- What to produce -
Within the listing below, show every line that contains the word "filter".

BEGIN The data

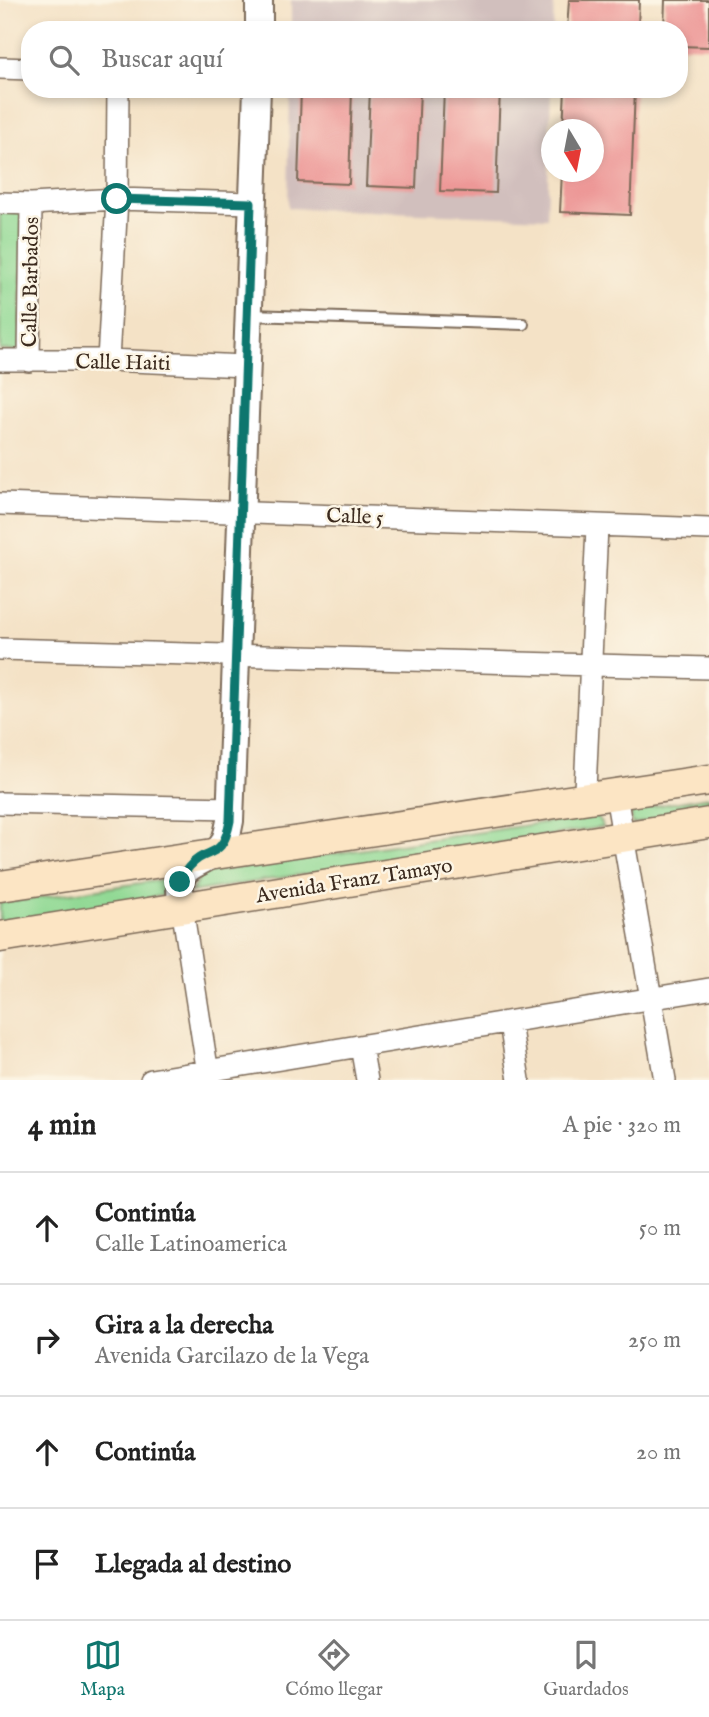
<!DOCTYPE html>
<html lang="es">
<meta charset="utf-8">
<style>
body{margin:0;font-family:"IM FELL English",serif;background:#f2f2f2;color:#222}
.compass{position:absolute;left:541px;top:119px;width:63px;height:63px;border-radius:50%;background:#fff;box-shadow:0 4px 10px #0003;rotate:170deg}
.stop{position:absolute;width:21px;height:21px;margin:-16px;border:5px solid #0f766e;border-radius:50%;background:#fff}
.stop.end{background:#0f766e;border-color:#fff;box-shadow:0 2px 7px #0008}
.list{margin:0;padding:0;list-style:none}
h2{display:flex;justify-content:space-between;align-items:center;height:91px;margin:0;padding:0 28px;font-size:30px}
h2 small{font-size:23px;font-weight:400;color:#767676}
.list li{display:grid;grid-template-columns:46px 1fr auto;gap:21px;align-items:center;box-sizing:border-box;height:112px;padding:0 28px;border-top:2px solid #e0e0e0}
.list b{display:block;font-size:26px;white-space:nowrap}
.list p{margin:0;font-size:23px;white-space:nowrap;color:#767676}
.list em{font-size:23px;font-style:normal;color:#767676}
.icon{flex:none;width:38px;height:38px;fill:none;stroke:currentColor;stroke-width:2;stroke-linecap:round;stroke-linejoin:round}
.map{position:relative;flex:none;width:709px;height:1080px;overflow:hidden}
.search{position:absolute;background:#fff;box-shadow:0 4px 10px #0003;left:21px;right:21px;top:21px;height:77px;display:flex;align-items:center;gap:18px;box-sizing:border-box;padding:0 24px;border-radius:28px;color:#767676;font-size:26px}
.sheet{height:539px;background:#fff}
nav{display:flex;justify-content:space-around;align-items:center;box-sizing:border-box;height:98px;border-top:2px solid #e0e0e0;background:#fff;font-size:19px;color:#767676}
nav a{display:grid;justify-items:center;gap:4px}
nav .on{color:#0f766e}
.map>svg:first-child{display:block}
</style>
<div class="map">
<svg width="709" height="1080" viewBox="0 0 709 1080">
<rect width="100%" height="100%" fill="#fcf5e5"/>
<filter id="ink" filterUnits="userSpaceOnUse"><feTurbulence type="fractalNoise" baseFrequency=".0143" numOctaves="2"/><feDisplacementMap in="SourceGraphic" scale="14" xChannelSelector="R" yChannelSelector="G"/><feConvolveMatrix kernelMatrix="1 2 1 2 8 2 1 2 1" color-interpolation-filters="sRGB"/></filter>
<filter id="wash" filterUnits="userSpaceOnUse"><feTurbulence type="fractalNoise" baseFrequency=".00686" numOctaves="4" result="noise"/><feDisplacementMap in="SourceGraphic" scale="28" xChannelSelector="R" yChannelSelector="G"/><feGaussianBlur stdDeviation="1.57" result="paint"/><feColorMatrix in="noise" values="0 0 0 0 0 0 0 0 0 0 0 0 0 0 0 0 0 1.4 0 .05"/><feComposite in="paint" operator="in"/></filter>
<g filter="url(#wash)">
<rect width="100%" height="100%" fill="#f4e2c6"/>
<path fill="#d1bfbd" d="M291,0H554L553,30H291Z
M290,89H551L547,218L288,208Z"/>
<path fill="#91d994" stroke="#668259" stroke-width="2" d="M0,209L23,210L19,351L0,350Z
M709,797V811L632,824L631,810Z
M597,815L603,827L191,892L202,873Z
M162,880L167,887L165,895L0,925V903Z"/>
<g id="blocks">
<path fill="#ed9897" d="M569,0H639L638,30H567Z
M665,0H709V47L679,46V30H664Z
M301,89H352L349,184L298,182Z
M370,89H420L416,188L366,186Z
M444,89H500L496,193L440,191Z
M565,89H635L630,215L560,212L562,172H594V130H563Z"/>
</g>
</g>
<g filter="url(#ink)">
<use href="#blocks" fill-opacity="0" stroke="#7c6a59" stroke-width="2"/>
<g fill="none" stroke-linecap="round" stroke-linejoin="round">
<g stroke="#7c6a59" stroke-width="14">
<path id="service" d="M250,315L523,324"/>
</g>
<g stroke="#7c6a59" stroke-width="24">
<path id="minor" d="M0,68L30,69
M0,203L31,204L117,199L251,203
M0,360H108L245,366
M108,360L117,199L118,89
M29,361L31,204
M0,504L709,529
M0,649L709,668
M616,795L665,1080
M587,800L585,790L597,527
M0,803L231,808
M182,907L209,1080
M510,1023L519,1080
M361,1046L367,1080
M151,1080L709,989"/>
</g>
<g stroke="#7c6a59" stroke-width="30">
<path id="tertiary" d="M259,30V0
M182,907C173,859 196,871 220,848C227,841 228,830 230,821L257,89"/>
</g>
<g stroke="#7c6a59" stroke-width="33">
<path id="secondary" d="M0,886L709,780
M0,937L709,823"/>
</g>
<use href="#service" stroke="#fff" stroke-width="10"/>
<use href="#minor" stroke="#fff" stroke-width="21"/>
<use href="#tertiary" stroke="#fff" stroke-width="26"/>
<use href="#secondary" stroke="#fce5c4" stroke-width="30"/>
</g>
</g>
<g fill="none" stroke-linecap="round" stroke-linejoin="round" filter="url(#ink)">
<path stroke="#0f766e" stroke-width="9" d="M117,199L251,203L230,821C222,863 207,845 189,867C185,871 183,877 180,882"/>
</g>
<g text-anchor="middle" stroke-width="5" stroke-linejoin="round" paint-order="stroke">
<g font-size="21" fill="#3b2a1e" stroke="#fcf5e5">
<text transform="translate(30 282) rotate(-89)" y="7">Calle Barbados</text>
<text transform="translate(123 362) rotate(1)" y="7">Calle Haiti</text>
<text transform="translate(355 516) rotate(2)" y="7">Calle 5</text>
<text transform="translate(354 880) rotate(-9)" y="7">Avenida Franz Tamayo</text>
</g>
</g>
</svg>
<svg class="compass" viewBox="-18 -18 36 36"><path d="M0-13l5 13h-10z" fill="#e53935"/><path d="M0 13l5-13h-10z" fill="#767676"/></svg>
<div class="stop" style="left:117px;top:199px"></div>
<div class="stop end" style="left:180px;top:882px"></div>
<div class="search"><svg class="icon" aria-label="search" viewBox="0 0 24 24"><circle cx="10" cy="10" r="6"/><path d="M15 15l6 6"/></svg>Buscar aquí</div>
</div>
<section class="sheet">
<h2>4 min<small>A pie · 320 m</small></h2>
<ul class="list">
<li><svg class="icon" aria-label="ahead" viewBox="0 0 24 24"><path d="M12 20V5M6 11l6-6 6 6"/></svg><div><b>Continúa</b><p>Calle Latinoamerica</p></div><em>50 m</em></li>
<li><svg class="icon" aria-label="right" viewBox="0 0 24 24"><path d="M7 20v-9h11M14 6l5 5-5 5"/></svg><div><b>Gira a la derecha</b><p>Avenida Garcilazo de la Vega</p></div><em>250 m</em></li>
<li><svg class="icon" aria-label="ahead" viewBox="0 0 24 24"><path d="M12 20V5M6 11l6-6 6 6"/></svg><div><b>Continúa</b></div><em>20 m</em></li>
<li><svg class="icon" aria-label="arrive" viewBox="0 0 24 24"><path d="M6 21V4h12l-3 4 3 4H6"/></svg><div><b>Llegada al destino</b></div></li>
</ul>
</section>
<nav>
<a class="on"><svg class="icon" aria-label="map" viewBox="0 0 24 24"><path d="M3 6l6-2 6 2 6-2v14l-6 2-6-2-6 2zM9 4v14M15 6v14"/></svg>Mapa</a>
<a><svg class="icon" aria-label="directions" viewBox="0 0 24 24"><path d="M12 3l9 9-9 9-9-9zM9 14v-3h6M13 9l2 2-2 2"/></svg>Cómo llegar</a>
<a><svg class="icon" aria-label="saved" viewBox="0 0 24 24"><path d="M7 4h10v16l-5-4-5 4z"/></svg>Guardados</a>
</nav>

END The data

- Written answer -
<filter id="ink" filterUnits="userSpaceOnUse"><feTurbulence type="fractalNoise" baseFrequency=".0143" numOctaves="2"/><feDisplacementMap in="SourceGraphic" scale="14" xChannelSelector="R" yChannelSelector="G"/><feConvolveMatrix kernelMatrix="1 2 1 2 8 2 1 2 1" color-interpolation-filters="sRGB"/></filter>
<filter id="wash" filterUnits="userSpaceOnUse"><feTurbulence type="fractalNoise" baseFrequency=".00686" numOctaves="4" result="noise"/><feDisplacementMap in="SourceGraphic" scale="28" xChannelSelector="R" yChannelSelector="G"/><feGaussianBlur stdDeviation="1.57" result="paint"/><feColorMatrix in="noise" values="0 0 0 0 0 0 0 0 0 0 0 0 0 0 0 0 0 1.4 0 .05"/><feComposite in="paint" operator="in"/></filter>
<g filter="url(#wash)">
<g filter="url(#ink)">
<g fill="none" stroke-linecap="round" stroke-linejoin="round" filter="url(#ink)">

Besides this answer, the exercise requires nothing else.